The Journeyman Project is originally designed for the Macintosh and uses Apple QuickTime for video compression. When the title is later ported over to the PC platform, the videos are recompressed into Microsoft Video for Windows format. The original version suffers from severely dithered graphics. Fortunately, these are corrected in the updated edition. Navigation is animated in a frame based fashion. However, stills images for each location are still stored together in a single movie file rather than separately as image files. Most audios are stored separately and are played back concurrently with the movies. All sounds are digitized in 8-bit mono at 22 kHz. A third remake of this title, dubbed The Journeyman Project: Pegasus Prime, is only available for the Power Macintosh and Sony PlayStation but not the PC.

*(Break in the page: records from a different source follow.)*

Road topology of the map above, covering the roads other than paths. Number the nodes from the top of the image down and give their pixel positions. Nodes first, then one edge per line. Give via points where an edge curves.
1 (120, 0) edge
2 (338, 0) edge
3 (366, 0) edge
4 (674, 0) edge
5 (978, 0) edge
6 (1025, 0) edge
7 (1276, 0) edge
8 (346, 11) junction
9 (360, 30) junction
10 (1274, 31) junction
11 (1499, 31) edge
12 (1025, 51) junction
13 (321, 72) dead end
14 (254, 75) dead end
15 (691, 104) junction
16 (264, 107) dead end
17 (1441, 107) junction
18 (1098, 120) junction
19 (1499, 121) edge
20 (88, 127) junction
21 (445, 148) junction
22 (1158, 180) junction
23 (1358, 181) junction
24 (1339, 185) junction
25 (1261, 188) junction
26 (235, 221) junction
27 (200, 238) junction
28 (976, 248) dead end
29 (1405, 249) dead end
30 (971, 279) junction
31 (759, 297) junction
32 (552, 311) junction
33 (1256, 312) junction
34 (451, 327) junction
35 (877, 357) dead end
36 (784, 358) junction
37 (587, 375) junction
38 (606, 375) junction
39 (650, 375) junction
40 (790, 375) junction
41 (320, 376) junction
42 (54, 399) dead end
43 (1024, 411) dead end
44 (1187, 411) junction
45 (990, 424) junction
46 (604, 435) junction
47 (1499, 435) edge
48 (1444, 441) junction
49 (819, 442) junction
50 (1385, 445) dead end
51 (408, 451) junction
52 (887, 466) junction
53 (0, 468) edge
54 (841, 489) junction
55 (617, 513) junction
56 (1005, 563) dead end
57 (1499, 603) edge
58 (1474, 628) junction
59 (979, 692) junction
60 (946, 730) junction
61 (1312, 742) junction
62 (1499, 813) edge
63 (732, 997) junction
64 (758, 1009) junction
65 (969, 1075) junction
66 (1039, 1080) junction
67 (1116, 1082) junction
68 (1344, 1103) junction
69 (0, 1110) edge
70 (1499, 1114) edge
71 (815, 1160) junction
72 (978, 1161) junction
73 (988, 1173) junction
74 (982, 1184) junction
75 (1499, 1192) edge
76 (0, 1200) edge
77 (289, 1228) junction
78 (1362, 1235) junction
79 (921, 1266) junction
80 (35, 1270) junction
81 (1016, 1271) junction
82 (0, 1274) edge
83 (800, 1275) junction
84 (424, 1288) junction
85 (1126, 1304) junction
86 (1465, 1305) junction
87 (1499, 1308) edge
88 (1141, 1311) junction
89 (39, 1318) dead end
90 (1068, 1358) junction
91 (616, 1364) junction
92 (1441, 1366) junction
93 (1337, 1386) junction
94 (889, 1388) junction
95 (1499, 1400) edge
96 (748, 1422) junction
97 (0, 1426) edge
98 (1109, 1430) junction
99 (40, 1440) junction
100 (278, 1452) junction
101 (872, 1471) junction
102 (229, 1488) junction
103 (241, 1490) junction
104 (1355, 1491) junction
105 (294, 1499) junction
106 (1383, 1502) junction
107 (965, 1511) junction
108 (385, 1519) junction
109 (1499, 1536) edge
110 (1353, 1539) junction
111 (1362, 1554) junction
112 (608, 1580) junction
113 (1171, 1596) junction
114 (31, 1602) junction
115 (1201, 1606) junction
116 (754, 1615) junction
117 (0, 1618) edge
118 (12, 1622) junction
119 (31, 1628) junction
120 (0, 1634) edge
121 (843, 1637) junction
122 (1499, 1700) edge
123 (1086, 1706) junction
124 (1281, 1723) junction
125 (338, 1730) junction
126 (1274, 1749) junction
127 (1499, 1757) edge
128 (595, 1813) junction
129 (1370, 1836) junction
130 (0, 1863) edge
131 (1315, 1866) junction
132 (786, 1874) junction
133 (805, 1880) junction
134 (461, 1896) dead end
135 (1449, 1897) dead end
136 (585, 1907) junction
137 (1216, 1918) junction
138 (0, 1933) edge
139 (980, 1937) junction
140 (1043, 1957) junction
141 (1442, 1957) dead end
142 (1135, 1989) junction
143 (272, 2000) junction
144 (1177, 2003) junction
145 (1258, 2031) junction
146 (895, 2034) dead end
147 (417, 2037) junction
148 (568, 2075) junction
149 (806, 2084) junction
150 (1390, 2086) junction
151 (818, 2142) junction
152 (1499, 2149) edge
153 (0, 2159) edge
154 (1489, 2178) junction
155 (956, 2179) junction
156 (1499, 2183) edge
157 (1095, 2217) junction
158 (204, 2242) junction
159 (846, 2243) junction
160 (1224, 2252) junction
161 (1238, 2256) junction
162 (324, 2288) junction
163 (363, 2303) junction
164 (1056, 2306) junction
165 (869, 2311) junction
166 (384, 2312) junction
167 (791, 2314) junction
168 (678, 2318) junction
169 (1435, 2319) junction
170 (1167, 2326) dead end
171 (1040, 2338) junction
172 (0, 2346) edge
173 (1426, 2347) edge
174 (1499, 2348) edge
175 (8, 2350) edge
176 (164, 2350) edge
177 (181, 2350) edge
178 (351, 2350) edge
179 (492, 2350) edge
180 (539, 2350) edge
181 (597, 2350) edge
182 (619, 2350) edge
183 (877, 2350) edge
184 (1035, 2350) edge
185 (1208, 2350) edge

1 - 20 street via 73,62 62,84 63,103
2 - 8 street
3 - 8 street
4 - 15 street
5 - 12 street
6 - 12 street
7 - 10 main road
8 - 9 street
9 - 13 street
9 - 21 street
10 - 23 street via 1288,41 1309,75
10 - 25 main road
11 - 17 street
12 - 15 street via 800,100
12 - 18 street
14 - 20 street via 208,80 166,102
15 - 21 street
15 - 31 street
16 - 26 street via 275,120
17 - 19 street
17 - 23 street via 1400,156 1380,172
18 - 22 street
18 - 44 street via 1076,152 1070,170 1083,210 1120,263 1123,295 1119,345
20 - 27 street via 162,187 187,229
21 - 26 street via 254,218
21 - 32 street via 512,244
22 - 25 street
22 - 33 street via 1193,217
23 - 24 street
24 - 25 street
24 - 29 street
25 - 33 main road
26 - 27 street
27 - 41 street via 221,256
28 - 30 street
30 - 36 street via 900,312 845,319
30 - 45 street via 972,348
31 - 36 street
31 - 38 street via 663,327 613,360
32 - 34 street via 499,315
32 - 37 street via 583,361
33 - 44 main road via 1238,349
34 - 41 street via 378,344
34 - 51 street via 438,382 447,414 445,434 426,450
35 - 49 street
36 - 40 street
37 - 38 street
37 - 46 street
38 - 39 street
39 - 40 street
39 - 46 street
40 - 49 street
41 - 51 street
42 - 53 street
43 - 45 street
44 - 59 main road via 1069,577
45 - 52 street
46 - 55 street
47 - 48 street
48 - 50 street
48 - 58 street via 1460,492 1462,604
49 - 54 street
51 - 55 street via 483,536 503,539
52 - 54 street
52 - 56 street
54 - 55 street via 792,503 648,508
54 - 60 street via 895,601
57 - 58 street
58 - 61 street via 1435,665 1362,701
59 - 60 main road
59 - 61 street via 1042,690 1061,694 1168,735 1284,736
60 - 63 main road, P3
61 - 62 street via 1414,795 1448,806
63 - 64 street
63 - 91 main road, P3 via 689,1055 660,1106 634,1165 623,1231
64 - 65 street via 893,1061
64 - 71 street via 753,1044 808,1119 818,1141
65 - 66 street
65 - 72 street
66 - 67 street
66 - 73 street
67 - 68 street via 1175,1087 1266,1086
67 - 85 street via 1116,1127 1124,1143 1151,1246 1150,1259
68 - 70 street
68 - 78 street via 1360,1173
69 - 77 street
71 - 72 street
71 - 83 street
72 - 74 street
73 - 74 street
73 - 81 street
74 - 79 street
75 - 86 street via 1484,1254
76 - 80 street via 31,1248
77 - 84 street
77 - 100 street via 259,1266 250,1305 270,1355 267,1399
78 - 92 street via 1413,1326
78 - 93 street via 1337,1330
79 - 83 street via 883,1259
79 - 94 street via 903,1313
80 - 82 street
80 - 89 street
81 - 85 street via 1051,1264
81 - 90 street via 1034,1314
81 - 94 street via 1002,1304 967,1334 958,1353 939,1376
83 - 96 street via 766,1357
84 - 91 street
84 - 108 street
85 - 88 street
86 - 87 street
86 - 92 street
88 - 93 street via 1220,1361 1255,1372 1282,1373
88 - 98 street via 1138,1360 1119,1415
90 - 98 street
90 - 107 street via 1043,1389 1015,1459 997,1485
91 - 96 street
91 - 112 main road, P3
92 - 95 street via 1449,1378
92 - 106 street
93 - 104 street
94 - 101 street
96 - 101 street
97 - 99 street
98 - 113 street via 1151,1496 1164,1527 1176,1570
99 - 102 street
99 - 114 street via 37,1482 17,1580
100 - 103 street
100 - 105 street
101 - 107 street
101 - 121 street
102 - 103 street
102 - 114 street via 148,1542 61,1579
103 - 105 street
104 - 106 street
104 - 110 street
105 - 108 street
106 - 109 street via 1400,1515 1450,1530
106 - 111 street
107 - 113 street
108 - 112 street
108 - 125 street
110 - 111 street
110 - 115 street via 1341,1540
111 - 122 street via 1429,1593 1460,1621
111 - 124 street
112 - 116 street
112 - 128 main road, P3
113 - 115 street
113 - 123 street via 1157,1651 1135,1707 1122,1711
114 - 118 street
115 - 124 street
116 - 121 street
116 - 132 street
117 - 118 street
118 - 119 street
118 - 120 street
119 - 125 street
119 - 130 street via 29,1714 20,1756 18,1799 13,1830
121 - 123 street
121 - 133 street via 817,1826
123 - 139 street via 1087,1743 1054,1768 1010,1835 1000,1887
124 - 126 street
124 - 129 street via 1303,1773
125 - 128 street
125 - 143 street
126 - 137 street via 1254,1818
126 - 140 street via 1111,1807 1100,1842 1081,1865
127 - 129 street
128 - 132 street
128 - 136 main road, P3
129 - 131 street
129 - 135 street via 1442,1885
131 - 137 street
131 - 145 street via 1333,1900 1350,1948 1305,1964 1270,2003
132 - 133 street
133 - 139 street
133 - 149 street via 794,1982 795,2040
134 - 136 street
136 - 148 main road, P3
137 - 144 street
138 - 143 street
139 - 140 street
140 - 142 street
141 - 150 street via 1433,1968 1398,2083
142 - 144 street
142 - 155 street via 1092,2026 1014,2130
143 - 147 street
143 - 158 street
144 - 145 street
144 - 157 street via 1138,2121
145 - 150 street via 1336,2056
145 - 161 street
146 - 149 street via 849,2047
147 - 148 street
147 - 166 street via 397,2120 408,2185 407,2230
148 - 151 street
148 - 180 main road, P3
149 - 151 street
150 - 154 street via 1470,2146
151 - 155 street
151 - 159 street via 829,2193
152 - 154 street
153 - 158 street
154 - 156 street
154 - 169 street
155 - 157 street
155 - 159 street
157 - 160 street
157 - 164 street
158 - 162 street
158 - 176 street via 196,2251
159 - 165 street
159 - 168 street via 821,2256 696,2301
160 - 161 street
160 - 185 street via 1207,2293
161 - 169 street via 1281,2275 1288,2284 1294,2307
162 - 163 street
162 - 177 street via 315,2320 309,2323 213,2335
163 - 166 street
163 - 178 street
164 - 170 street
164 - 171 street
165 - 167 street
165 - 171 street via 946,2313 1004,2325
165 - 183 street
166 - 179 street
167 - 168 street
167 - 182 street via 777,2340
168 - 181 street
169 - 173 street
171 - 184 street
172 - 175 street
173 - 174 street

The Journeyman Project Turbo! employs an unusual game interface. Your character spends most of the game in a time travel suit that is like a deep sea diving suit. There is only a small view port to the world, with suit controls underneath it. Movement is done by clicking on a directional rosetta. The inventory system is handled via the suit interface too. Puzzles are unusual in that each of the three key scenarios in the time zone has both a violent and a peaceful solution. The game encourages peaceful solutions by offering an additional "Ghandi" bonus if all zones are completed nonviolently. The player's final score is based on the restoration of the time zones, the number of times the player jumps to a time zone (the fewer the better), and the amount of energy the player has left upon completing a time zone.

The graphics in The Journeyman Project Turbo! are very good and effectively used. Some live action videos are mixed in well to enhance the storytelling. The dithered 8-bit graphics do not do full justice to the quality of the original animations. Still, the greatest strength of the game is its background story. It is a well developed, thoughtful science fiction story. One must give credit to the development team for the revisions put forwarded in the updated edition. It plays significantly faster with smoother animations. The opening animation and the time travel animation are quite impressive to watch. An animated tutorial is available to explain the game controls. Several pre-saved games are also included for players who may choose to skip ahead certain places. This game has been translated to at least two languages. The manual is well designed and heavily laid with beautiful drawings. A movie trailer and some printed documentation are included to show a sample of the behind the scene production processes for this game in Presto Studios. It lets one to appreciate just how elaborate and time-consuming this production has been.

Unfortunately, all the efforts have perhaps wasted on the eye candy and story, leaving the actual gameplay all but forgotten. The game is extremely short. I think most players will finish it in 1-4 hours. It is also very linear. The puzzles are not very inventive and not well integrated into the story world. There is also a single difficult arcade challenge as well as several other gratuitous uses of time constraints. There is even an annoying maze.

By itself, The Journeyman Project is not worth bothering. However, it has a good background story which further develops in the excellent sequel The Journeyman Project 2: Buried in Time. It may be worth spending the time on this game if you plan on playing the sequel, provided you can get it at a shovel ware price!